Having the right skills in house is critical to the success of the analytic sandbox. The users of the analytic sandbox need to be able to engage with the data with far fewer rules of engagement than most business users. They are users capable of self-provisioning their required data whether it comes from the data warehouse or not. They are capable of building the analytics and models directly against this data without assistance.
The analytic sandbox should be minimally governed. The idea is to create an environment that lives without all the overhead of the data warehouse environment. It should not be used to support the organization’s mission critical capabilities. It shouldn’t be used to directly control or support any core operational capabilities. Likewise, it is not intended to be utilized for ongoing reporting or analytics required by the business on an ongoing basis, especially any reporting that supports external reporting to meet financial or government regulations.

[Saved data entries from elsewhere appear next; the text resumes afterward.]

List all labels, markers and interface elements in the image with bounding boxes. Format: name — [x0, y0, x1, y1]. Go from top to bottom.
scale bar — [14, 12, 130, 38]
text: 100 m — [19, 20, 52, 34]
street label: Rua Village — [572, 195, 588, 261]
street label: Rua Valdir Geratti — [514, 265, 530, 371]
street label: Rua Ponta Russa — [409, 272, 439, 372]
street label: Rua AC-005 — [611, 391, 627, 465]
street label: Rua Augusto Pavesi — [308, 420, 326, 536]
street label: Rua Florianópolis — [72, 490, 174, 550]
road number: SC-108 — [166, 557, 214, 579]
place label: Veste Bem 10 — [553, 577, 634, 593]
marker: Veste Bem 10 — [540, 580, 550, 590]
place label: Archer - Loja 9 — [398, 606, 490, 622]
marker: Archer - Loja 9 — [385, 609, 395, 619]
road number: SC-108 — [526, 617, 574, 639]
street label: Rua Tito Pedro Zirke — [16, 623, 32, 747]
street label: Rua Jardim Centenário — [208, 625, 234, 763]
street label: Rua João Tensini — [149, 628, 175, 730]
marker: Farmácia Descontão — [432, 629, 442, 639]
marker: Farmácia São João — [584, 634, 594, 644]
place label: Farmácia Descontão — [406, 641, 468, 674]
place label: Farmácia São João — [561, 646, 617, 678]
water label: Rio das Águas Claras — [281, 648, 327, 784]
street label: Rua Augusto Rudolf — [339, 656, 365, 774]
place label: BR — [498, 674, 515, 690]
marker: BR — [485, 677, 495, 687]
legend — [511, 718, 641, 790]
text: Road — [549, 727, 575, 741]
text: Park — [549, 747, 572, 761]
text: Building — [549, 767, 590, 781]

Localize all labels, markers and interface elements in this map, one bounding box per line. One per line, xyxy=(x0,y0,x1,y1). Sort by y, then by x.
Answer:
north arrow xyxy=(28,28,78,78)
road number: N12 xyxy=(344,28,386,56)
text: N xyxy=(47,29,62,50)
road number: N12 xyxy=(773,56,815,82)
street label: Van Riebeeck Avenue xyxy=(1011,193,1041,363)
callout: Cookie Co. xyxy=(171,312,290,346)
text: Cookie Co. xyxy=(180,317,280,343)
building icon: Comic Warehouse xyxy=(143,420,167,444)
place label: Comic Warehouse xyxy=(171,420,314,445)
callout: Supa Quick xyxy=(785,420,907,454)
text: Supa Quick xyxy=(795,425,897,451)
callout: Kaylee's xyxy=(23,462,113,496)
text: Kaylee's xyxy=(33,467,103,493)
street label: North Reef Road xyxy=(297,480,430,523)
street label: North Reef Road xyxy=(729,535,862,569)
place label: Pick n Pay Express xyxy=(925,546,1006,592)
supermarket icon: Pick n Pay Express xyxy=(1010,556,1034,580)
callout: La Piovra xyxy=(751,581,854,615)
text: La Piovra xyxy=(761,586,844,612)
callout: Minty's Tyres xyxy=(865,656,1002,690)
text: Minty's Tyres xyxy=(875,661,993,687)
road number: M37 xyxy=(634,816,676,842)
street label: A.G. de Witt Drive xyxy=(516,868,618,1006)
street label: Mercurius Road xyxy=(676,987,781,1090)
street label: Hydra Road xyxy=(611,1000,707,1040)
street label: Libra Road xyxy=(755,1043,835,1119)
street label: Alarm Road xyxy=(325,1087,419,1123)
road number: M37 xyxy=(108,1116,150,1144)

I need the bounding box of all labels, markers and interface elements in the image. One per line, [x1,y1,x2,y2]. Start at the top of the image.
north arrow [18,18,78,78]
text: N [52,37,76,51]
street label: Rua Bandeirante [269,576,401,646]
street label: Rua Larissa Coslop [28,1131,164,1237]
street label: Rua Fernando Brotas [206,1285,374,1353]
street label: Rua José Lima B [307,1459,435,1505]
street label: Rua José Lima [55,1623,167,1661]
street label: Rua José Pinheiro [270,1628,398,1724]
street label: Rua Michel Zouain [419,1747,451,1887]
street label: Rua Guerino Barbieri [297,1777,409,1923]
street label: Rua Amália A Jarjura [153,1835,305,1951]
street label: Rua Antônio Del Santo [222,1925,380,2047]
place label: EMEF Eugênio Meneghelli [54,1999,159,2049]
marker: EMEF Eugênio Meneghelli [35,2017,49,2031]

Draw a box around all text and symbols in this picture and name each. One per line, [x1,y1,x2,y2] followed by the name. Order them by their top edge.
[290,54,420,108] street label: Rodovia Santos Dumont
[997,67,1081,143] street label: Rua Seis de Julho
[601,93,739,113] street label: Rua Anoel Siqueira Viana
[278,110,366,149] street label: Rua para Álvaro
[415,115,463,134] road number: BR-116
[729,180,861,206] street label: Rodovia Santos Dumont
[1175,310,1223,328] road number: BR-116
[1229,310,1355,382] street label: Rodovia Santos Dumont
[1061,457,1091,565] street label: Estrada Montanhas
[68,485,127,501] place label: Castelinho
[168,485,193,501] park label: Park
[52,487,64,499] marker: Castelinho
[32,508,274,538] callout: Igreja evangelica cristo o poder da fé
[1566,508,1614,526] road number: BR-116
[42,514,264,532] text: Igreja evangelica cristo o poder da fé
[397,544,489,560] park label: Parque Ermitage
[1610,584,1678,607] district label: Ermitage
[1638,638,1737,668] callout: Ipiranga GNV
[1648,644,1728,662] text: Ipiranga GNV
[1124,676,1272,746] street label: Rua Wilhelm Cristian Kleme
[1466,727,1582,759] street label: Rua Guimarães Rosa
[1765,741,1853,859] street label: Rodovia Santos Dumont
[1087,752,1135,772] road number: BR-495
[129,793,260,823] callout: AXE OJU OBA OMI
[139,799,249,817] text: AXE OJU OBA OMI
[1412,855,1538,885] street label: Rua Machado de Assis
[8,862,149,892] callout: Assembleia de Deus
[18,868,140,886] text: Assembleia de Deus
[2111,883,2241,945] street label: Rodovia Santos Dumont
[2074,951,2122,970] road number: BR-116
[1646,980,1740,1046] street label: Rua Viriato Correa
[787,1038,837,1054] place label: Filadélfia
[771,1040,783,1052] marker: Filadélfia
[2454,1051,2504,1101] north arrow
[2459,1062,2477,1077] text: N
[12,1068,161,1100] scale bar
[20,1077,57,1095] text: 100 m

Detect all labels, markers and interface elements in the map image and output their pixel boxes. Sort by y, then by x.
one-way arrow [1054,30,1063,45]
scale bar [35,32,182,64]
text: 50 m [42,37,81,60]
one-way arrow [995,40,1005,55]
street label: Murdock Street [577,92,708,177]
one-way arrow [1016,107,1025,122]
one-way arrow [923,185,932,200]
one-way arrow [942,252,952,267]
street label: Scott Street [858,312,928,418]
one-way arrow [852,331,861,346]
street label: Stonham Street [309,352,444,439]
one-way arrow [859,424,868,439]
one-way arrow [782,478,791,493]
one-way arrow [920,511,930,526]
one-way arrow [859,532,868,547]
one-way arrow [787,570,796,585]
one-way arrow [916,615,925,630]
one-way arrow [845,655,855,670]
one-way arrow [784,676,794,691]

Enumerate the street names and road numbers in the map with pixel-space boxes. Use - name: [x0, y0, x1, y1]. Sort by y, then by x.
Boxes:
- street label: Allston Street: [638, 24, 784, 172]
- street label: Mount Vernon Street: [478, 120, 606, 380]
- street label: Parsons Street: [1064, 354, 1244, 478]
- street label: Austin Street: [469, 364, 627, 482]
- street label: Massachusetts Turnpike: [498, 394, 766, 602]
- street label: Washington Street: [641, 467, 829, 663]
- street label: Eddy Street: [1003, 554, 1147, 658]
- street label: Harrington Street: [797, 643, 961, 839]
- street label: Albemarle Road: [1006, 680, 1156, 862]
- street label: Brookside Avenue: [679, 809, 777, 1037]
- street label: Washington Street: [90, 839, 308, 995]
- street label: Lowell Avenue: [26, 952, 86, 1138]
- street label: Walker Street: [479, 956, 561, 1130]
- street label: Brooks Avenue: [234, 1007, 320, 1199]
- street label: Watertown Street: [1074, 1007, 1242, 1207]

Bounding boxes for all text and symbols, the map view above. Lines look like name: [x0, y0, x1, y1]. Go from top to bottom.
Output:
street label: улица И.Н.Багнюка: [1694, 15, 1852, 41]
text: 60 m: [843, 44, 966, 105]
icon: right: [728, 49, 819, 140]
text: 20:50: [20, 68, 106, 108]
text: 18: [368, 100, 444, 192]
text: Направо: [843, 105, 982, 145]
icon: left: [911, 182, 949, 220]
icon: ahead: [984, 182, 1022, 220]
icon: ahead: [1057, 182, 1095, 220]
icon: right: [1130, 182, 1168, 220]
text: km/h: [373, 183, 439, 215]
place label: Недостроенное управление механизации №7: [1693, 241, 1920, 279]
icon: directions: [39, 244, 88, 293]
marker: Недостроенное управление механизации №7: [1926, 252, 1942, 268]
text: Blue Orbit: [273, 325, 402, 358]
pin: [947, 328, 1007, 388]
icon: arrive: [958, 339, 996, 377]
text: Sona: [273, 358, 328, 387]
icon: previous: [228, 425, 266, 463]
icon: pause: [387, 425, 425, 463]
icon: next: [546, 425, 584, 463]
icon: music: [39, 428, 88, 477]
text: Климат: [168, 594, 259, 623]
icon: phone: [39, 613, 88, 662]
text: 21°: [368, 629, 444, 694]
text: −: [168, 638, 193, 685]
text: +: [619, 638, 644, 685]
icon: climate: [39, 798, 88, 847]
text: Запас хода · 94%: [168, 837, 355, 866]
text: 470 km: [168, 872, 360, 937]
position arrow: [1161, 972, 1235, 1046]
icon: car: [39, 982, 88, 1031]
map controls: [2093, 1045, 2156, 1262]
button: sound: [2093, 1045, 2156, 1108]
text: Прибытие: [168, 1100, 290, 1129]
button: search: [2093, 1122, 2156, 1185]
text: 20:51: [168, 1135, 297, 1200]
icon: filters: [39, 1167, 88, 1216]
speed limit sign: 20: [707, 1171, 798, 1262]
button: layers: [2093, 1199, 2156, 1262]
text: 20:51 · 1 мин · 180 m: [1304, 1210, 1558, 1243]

An important characteristic of the analytic sandbox is that it is transient in nature. Data and analysis come and go as needed to support new analytic requirements. The data does not persist and it is not regularly updated via ongoing ETL capabilities. Data in the analytic sandbox typically has an agreed upon expiration date. Thus, any new findings or capabilities identified as important to the organization and critical for supporting ongoing capabilities will need to be incorporated into the enterprise operation or data warehouse environments.